By Camoran @GirlsInRealLife

Audrey Hepburn is known around the world as the ideal classy woman, and is quoted and idolized by women everywhere. But this wonderful lady is deserving of woman of the week not due to her classy image and acting skills, but because of her humanitarian work.

   Hepburn grew up in Arnhem, Germany during the Nazi occupation and lived through many horrors that influenced her humanitarian work later in life. Her uncle was executed for being caught in a resistance movement, and one of her half-brothers was sent to a labor camp in Berlin. Hepburn herself faced starvation, noting later in life that when help finally came she got sick from putting too much sugar in her oatmeal and eating an entire can of condensed milk in one sitting. She wanted to be a professional ballet dancer, but was told that her height and malnutrition from her childhood would likely prevent her from ever becoming a top tier dancer, so Hepburn decided to try acting. She moved to Britain and eventually the United States as she gained more recognition in the movie industry. She went on to star in movies such as Roman Holiday, Sabrina, War and Peace, and of course Breakfast at Tiffany’s.

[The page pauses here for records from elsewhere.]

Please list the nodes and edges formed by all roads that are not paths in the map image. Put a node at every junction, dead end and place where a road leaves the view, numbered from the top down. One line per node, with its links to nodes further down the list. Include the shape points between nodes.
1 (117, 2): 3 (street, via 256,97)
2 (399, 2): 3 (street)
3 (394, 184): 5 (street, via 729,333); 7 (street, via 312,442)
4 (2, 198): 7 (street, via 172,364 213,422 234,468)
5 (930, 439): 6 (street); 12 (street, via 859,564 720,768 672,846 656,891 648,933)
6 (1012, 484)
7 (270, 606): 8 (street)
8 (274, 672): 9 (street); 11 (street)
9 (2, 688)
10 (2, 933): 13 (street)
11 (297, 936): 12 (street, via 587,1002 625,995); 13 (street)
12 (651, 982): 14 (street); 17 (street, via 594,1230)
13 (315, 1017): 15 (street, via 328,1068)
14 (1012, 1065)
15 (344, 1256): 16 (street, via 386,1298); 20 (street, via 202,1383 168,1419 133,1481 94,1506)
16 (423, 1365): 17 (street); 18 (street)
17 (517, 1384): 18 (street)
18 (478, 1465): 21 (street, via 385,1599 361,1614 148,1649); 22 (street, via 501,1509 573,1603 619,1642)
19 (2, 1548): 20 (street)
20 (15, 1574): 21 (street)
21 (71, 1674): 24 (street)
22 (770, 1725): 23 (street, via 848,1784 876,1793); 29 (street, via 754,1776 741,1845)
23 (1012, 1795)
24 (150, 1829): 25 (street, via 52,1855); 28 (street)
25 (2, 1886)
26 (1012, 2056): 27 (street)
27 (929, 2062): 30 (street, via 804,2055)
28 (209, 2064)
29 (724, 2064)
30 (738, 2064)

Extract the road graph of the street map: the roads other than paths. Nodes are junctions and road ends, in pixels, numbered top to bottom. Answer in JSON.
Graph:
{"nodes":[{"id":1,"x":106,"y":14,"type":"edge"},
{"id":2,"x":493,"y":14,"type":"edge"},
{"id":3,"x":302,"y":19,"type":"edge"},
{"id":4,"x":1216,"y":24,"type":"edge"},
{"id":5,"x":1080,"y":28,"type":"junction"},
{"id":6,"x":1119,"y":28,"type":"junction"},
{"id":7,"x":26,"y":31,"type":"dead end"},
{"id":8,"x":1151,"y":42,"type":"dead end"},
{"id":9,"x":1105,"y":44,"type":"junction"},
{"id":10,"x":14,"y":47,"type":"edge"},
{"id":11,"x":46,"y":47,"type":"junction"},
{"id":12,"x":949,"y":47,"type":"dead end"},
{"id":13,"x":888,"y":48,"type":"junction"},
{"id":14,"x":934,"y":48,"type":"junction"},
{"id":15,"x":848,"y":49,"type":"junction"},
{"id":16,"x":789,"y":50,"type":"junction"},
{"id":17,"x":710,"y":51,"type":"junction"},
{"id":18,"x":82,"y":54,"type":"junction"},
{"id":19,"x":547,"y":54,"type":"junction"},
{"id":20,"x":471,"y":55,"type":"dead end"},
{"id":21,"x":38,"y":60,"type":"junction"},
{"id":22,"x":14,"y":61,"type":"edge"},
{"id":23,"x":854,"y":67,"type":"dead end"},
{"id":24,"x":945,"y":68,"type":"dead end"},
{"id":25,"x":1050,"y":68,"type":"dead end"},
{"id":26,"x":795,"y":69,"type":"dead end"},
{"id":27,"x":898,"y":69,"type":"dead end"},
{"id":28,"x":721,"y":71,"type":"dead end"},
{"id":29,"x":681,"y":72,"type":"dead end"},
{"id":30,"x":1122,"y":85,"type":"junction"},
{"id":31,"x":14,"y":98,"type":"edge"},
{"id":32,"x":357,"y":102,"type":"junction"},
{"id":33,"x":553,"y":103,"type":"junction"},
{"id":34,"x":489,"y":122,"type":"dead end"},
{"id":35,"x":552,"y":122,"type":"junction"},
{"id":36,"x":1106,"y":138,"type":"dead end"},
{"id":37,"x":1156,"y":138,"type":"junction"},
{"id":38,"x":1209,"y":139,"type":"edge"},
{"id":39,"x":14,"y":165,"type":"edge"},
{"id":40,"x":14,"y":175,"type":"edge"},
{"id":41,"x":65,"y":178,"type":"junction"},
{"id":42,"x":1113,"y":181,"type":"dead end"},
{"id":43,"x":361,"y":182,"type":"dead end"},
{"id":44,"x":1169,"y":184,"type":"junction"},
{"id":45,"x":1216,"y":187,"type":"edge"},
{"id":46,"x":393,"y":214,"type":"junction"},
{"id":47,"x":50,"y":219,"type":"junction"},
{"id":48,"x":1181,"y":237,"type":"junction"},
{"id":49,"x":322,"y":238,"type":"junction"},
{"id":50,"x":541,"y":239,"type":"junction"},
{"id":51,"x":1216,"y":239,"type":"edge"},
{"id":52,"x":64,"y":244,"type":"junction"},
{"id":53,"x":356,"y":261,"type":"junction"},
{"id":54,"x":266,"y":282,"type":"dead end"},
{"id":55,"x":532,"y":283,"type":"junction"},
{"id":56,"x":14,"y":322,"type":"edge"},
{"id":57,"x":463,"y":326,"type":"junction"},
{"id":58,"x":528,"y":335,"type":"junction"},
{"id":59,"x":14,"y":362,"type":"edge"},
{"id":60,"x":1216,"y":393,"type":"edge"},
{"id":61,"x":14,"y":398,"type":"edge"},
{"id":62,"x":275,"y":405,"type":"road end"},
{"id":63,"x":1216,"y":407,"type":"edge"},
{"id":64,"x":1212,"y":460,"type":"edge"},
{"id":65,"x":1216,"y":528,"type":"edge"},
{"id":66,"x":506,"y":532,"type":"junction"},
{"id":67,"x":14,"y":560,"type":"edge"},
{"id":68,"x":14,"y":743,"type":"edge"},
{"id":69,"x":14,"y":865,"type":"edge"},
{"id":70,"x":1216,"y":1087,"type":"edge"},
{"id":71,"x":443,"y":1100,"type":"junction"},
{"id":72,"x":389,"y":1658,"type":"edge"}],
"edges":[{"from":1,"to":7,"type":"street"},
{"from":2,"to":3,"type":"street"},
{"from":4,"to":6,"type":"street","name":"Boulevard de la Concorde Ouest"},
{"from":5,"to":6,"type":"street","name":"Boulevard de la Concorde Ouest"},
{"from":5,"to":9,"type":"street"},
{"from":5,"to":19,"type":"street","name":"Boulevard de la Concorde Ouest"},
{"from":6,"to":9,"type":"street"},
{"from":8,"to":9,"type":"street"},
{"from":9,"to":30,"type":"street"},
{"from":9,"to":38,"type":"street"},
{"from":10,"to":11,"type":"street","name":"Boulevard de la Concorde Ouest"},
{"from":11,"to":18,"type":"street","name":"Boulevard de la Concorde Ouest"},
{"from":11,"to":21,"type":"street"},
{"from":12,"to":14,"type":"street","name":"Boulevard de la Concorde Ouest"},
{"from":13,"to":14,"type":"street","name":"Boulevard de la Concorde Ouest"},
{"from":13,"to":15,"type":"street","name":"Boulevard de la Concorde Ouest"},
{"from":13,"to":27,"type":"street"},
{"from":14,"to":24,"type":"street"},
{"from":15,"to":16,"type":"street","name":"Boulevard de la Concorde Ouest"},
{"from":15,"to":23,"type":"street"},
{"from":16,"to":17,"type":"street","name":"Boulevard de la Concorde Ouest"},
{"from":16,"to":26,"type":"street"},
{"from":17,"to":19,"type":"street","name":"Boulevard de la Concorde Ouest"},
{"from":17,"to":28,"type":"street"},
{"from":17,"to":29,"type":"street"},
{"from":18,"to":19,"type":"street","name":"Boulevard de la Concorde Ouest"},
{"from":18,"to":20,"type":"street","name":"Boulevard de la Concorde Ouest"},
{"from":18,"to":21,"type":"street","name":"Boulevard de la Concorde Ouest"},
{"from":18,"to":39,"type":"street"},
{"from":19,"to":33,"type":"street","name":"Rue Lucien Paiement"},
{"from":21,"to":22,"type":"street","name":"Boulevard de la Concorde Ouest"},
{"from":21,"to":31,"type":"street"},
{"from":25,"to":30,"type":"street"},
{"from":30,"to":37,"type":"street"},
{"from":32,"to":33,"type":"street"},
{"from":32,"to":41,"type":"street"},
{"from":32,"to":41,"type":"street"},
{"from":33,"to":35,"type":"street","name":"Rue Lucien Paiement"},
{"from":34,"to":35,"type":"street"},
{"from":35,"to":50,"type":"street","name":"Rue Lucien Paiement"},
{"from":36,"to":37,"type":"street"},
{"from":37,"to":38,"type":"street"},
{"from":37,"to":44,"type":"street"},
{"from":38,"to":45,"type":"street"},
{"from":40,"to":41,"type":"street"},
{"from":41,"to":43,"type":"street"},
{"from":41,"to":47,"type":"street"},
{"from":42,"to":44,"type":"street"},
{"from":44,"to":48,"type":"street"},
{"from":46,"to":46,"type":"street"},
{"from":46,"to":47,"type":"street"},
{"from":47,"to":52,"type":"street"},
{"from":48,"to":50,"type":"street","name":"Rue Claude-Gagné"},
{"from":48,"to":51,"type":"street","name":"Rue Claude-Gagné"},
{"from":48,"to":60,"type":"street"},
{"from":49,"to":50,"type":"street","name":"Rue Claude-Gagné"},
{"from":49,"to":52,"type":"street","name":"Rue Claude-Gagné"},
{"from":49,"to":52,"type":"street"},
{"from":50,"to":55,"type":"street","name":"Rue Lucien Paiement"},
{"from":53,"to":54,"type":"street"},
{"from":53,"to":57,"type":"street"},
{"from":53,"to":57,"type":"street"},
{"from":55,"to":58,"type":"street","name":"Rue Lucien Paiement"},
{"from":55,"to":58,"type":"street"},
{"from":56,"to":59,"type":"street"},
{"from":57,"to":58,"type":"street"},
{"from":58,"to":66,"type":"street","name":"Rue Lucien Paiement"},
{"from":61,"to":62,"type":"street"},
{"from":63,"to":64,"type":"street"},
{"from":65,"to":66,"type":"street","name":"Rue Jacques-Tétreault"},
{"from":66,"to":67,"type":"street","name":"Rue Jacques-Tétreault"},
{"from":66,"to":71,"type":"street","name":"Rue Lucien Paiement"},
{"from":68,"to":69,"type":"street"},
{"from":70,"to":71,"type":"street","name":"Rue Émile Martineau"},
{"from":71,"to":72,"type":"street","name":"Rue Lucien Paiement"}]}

The image everybody has come to know and love.

   Audrey Hepburn started working with UNICEF, the United Nations Children’s Fund, in 1954, but it wasn’t until she took a serious break from acting in 1988 that she dedicated her entire life to it. Named Goodwill Ambassador from the United States, over the course of two years she traveled to countries all around the world, getting involved in various projects such as “visiting a polio vaccine project in Turkey, training programmes for women in Venezuela, projects for children living and working on the street in Ecuador, projects to provide drinking water in Guatemala and Honduras and radio literacy projects in El Salvador. She saw schools in Bangladesh, projects for impoverished children in Thailand, nutrition projects in Viet Nam and camps for displaced children in Sudan”.

Even when Hepburn was not abroad, she was giving up to 15 interviews a day to different media outlets in the United States and Canada and testifying before Congress, pushing to create true change through UNICEF’s work.

   While Hepburn’s advice about relationships, happiness, and love are still found all over pinterest today and are used to help women overcome their own personal struggles, that’s not why I wanted her to be woman of the week. I didn’t even want her to be woman of the week because she demonstrates what it means to be classy, kind, and thoughtful. What I admire Audrey Hepburn for most is not her role in Breakfast at Tiffany’s or her iconic little black dress, but her endless effort to give back to a world she gained so much from. She once said in an interview “The ‘Third World’ is a term I don’t like very much, because we’re all one world. I want people to know that the largest part of humanity is suffering”. She was aware of her fortune and status, and took full advantage of it to help other people. Because of her tireless work for UNICEF, and her advocacy for children around the world, Audrey Hepburn is this week’s woman of the week.